Thanh Nam, a long-time lich hunter in Quang Ngai, said different species inhabit different environments, with some living in brackish water and others in freshwater areas.

Lich can be found year-round, but the best season is during the flood months between the eighth and tenth lunar months, when rising waters spread across rivers, streams and lagoons.

Some varieties also appear during the dry-water season between the fourth and sixth lunar months.

“Lich is only truly delicious at the start of the season,” Nam explained. “At that time, the bones are soft, the meat is rich and fatty. Later in the season, the bones harden and the flesh becomes less flavorful.”

According to Nam, lich usually live alone in tiny burrows with openings no larger than a chopstick tip.

To catch them, locals use a crane-neck-shaped rake, digging roughly 20 centimeters into mud or sand until the creature becomes trapped in the narrow slot of the tool.

Once caught, the fisher must quickly rotate the rake upward before lifting it from the water to prevent the slippery animal from escaping.

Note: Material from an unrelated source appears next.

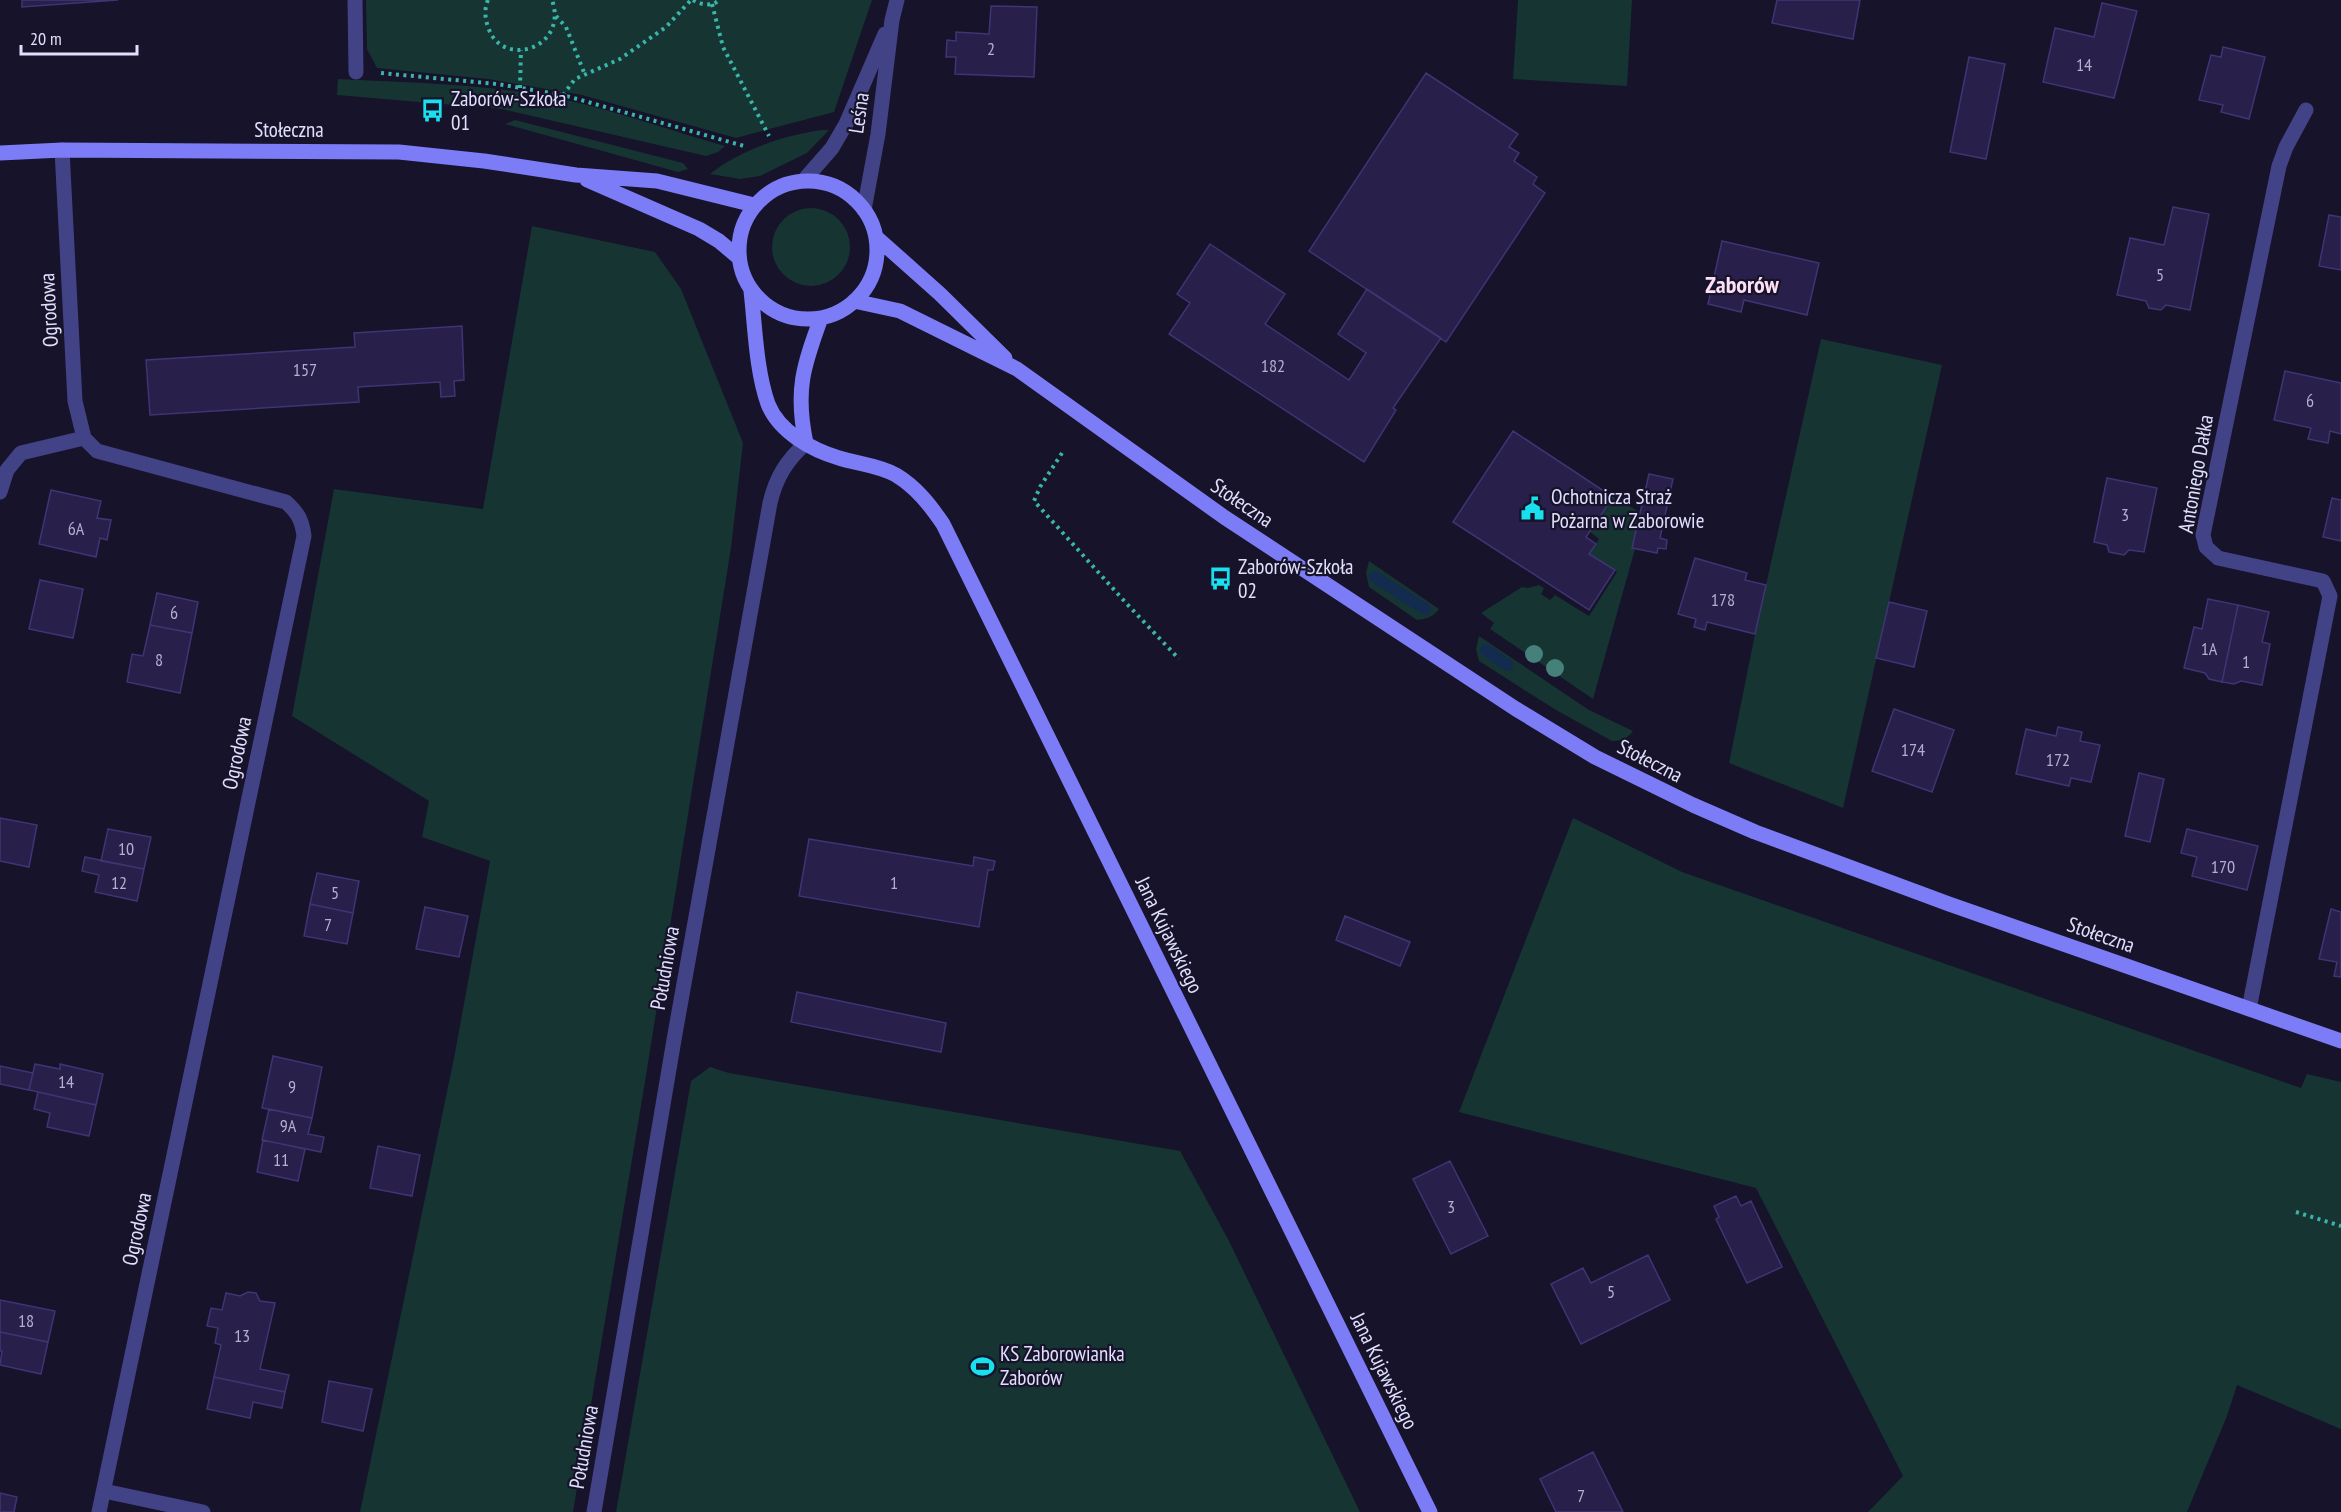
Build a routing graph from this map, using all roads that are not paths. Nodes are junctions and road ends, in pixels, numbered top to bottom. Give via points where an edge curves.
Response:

Most people wait for low tide before searching for lich. In some places, locals also hunt them at night, when the creatures emerge from mud and sand to search for food.

“They can also be caught by hand, with spears or by fishing,” Nam added. “But methods that keep the animal intact are preferred because live, undamaged con lich sell for higher prices.”

Depending on the variety and season, lich are sold for around VND180,000 to VND220,000 per kilogram, equivalent to roughly $7 to $8.60.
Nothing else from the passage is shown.